Oprah Guru Breaks His Silence about Sweat Lodge Death in the Worst Way Possible
Oprah-approved self-help guru James Arthur Ray granted the first interview since three people died in October in his sweat lodge of horrors. If he wants people to think he's innocent, this is exactly the kind of interview he didn't want.
Ray talks to New York magazine's Michael Joseph Gross about the claims that he was negligent when three people died and a dozen fell ill following an intense sweat lodge ritual in Sedona, Arizona, that was supposed to turn them into "spiritual warriors" but instead turned them into a bunch of nasty, vomiting messes. He sticks very closely to his script, avoids giving substantive answers, repeatedly refers to some shady sounding "White Paper," and is told several times by his lawyer not to answer certain questions. This isn't what you hear from an innocent man who is trying to appear contrite, this is a Q&A from someone who is desperately trying to avoid prosecution.

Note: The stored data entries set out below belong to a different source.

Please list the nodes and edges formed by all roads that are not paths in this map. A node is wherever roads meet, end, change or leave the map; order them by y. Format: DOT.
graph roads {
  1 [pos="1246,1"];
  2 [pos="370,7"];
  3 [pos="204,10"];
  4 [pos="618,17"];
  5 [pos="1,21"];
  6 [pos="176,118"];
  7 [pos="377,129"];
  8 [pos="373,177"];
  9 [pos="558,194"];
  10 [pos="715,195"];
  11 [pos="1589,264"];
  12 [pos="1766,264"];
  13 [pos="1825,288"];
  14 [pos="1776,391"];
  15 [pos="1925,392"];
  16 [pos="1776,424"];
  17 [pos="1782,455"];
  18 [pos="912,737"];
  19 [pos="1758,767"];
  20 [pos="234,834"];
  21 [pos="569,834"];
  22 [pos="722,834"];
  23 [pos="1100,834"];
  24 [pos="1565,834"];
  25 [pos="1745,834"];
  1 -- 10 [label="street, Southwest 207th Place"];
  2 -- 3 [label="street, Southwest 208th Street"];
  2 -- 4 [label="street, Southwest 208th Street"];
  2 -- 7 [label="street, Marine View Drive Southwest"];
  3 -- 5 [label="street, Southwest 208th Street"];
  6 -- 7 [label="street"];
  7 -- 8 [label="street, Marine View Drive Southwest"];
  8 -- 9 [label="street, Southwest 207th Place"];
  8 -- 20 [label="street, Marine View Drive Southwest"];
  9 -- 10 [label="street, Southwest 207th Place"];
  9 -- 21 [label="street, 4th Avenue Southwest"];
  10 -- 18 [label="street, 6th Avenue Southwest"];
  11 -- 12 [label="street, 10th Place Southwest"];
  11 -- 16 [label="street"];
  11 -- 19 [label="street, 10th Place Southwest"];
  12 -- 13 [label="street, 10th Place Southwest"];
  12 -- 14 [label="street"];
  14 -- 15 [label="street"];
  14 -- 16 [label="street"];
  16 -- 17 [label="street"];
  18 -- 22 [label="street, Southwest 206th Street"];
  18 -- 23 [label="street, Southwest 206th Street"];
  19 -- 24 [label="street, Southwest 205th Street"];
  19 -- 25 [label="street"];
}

So, what was the line that his defense and PR team dreamed up to try to make him look like a nice, sweet innocent spiritual guide instead of the Dreaded Suana Killer? "The important issue for me is to find the answers to why it occurred and to really bring some closure to this terrible accident," he says and repeats in several different iterations throughout the interview.
As to allegations that he said it was a "good day to die," he says that the death was figurative, and not literal, which means that his statement is the textbook definition of irony. Alanis Morisette take note. What about all that vomit, vomit everywhere? Here is his response when asked if he told participants that puking was good for them:
I may have mentioned that I had been told by many shamans that the body purges and there's only certain ways that it can purge. Obviously, you know the bodily functions, so there's only certain ways that things exit the body.

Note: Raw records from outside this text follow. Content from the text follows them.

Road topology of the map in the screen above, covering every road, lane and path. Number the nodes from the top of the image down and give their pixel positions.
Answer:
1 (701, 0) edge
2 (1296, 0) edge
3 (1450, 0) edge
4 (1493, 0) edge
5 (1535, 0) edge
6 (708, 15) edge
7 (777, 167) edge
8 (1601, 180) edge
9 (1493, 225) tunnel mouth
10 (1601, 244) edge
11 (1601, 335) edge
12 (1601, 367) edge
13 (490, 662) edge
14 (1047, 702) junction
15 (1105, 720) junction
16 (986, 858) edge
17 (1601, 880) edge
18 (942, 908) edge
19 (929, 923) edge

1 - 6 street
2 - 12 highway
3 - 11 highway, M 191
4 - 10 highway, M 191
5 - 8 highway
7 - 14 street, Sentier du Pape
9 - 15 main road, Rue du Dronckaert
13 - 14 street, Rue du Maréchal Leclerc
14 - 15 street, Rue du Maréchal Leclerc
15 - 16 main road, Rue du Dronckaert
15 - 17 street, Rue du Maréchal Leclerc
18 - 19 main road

That sounds like he told them that vomiting was totally alright. Granted the only thing I know about Vision Quests is that Madonna appeared in the movie in the '80s, but a collective cookie toss during this ritual might be a clue that something was amiss.
The freakiest thing about the whole interview though is Ray's so-called "White Paper," the document he and his legal team dreamed up in case he is charged with negligent homicide or any other charges related to the death. First of all the name is creepily transparent (White=innocent, Paper=official) and it says it seeks to "set the record straight" about what happened, but with all it's talk of "samurai games" and "warriors," it makes the whole thing sound like Dianetics on a peyote trip. If this is what Ray's defense is going to look like in court, he better pray to hell he's not charged or the next sweating he's going to be doing is as a butch dude named Curley's cell mate.